Beauvoir et Sartre au Japon en 1966
Beauvoir et Sartre au Japon en 1966

Le chapitre VI, très riche également, narre ses voyages en URSS grâce à la volonté de Sartre d'allier culturellement l'Occident et l'URSS. En outre, elle explique sa rupture avec l'idéologie soviétique de l'URSS depuis le Printemps de Prague.

Beauvoir et Sartre avec Simonov à Moscou en 1962
Beauvoir et Sartre avec Simonov à Moscou en 1962

Le chapitre VII est consacré aux troubles de la décennie : le Vietnam et Israël.

Pour la guerre du Vietnam, on se rend compte du poids qu'a représenté le couple Beauvoir-Sartre dans le monde. En effet, les deux intellectuels font partie de la commission mise en place en Suède puis au Danemark, pour répondre à cette question : le peuple vietnamien est-il en train de subir un génocide ? La responsabilité des USA est clairement engagée, celle des médias taisant les faits également.

Tribunal Russell à Stockholm en 1967
Tribunal Russell à Stockholm en 1967

Puis ils se rendent en Égypte et font la connaissance de Nasser, vu sous un jour plutôt positif jusqu'au déclenchement de la guerre des Six-jours. Viennent ensuite la visite mitigée de la bande de Gaza et celle d'Israël. Contrairement aux gauchistes de son temps comme elle l'affirme elle-même, elle refuse de prendre part au lynchage d'Israël et clôt ce chapitre en rappelant l'antisémitisme qui continue de progresser dans des pays comme la Pologne (ou l'Ukraine dans le chapitre précédent).

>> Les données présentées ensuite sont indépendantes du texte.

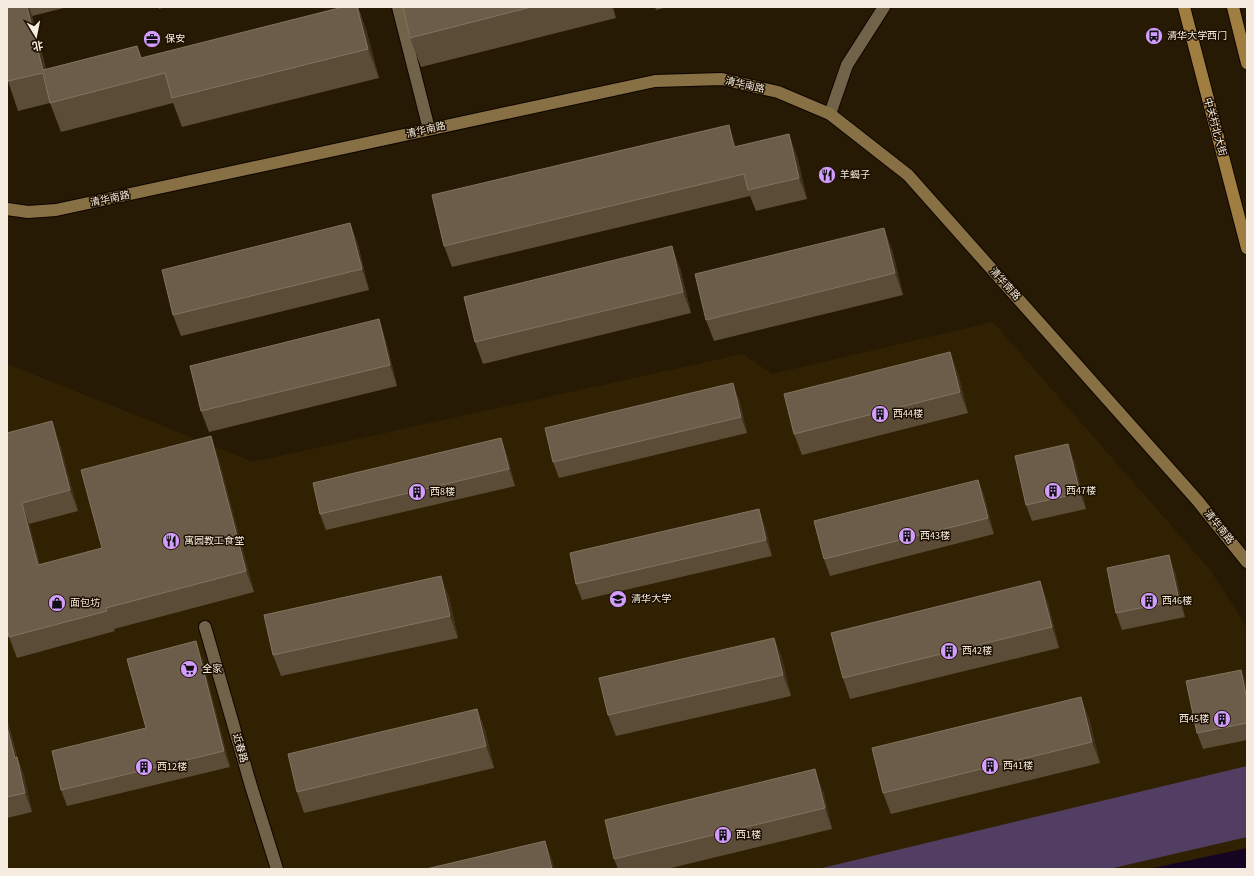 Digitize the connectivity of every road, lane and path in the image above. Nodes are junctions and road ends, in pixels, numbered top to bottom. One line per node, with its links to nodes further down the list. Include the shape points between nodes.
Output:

D'autres bilans me semblent également fondamentaux : celui de l'Algérie qui n'est pas devenue un pays socialiste (la France en est responsable) et où le statut des femmes se dégrade, à Cuba, tombé sous le joug de l'URSS, à la Chine et sa révolution culturelle. J'y ai d'ailleurs appris les sympathies de Sartre, que l'on dit maoïste. Simone de Beauvoir, elle, garde un peu plus ses distances.

L'arrivée à Israël en 1967
L'arrivée à Israël en 1967

Le chapitre VIII, hasard du découpage ? c'est mai 68. Elle décrit la révolte des étudiants, puis celle des ouvriers. Je peine cependant sur un point : se sentait-elle obligée de faire le point sur cette période ou est-ce le point culminant de ce tome ? Personnellement, je suis tentée par la première option, car elle l'avoue clairement : la France est restée longtemps loin de ses préoccupations.

Sartre à la tribune. Beauvoir raconte sa peur qu'il ne puisse plus sortir de l'amphithéâtre bondé.
Sartre à la tribune. Beauvoir raconte sa peur qu'il ne puisse plus sortir de l'amphithéâtre bondé.

Elle clôt son œuvre par son engagement auprès de Sartre pour La Cause du Peuple, ce journal polémique dit anarchiste dont les directeurs ont été successivement arrêtés sauf lorsqu'il s'est agi de Sartre. La cause ouvrière est abordée par la responsabilité du patronat et des Houillères lors de tragiques accidents.

Et surtout, elle fait un point sur son engagement auprès de la cause des femmes. Elle avoue s'être trompée : la lutte des classes ne doit pas se faire avant la lutte des sexes mais en même temps.

Elle montre ainsi que sa pensée n'est pas figée, qu'elle évolue au gré des avancées ou des reculs de la société et c'est ce que j'attends particulièrement d'une intellectuelle engagée.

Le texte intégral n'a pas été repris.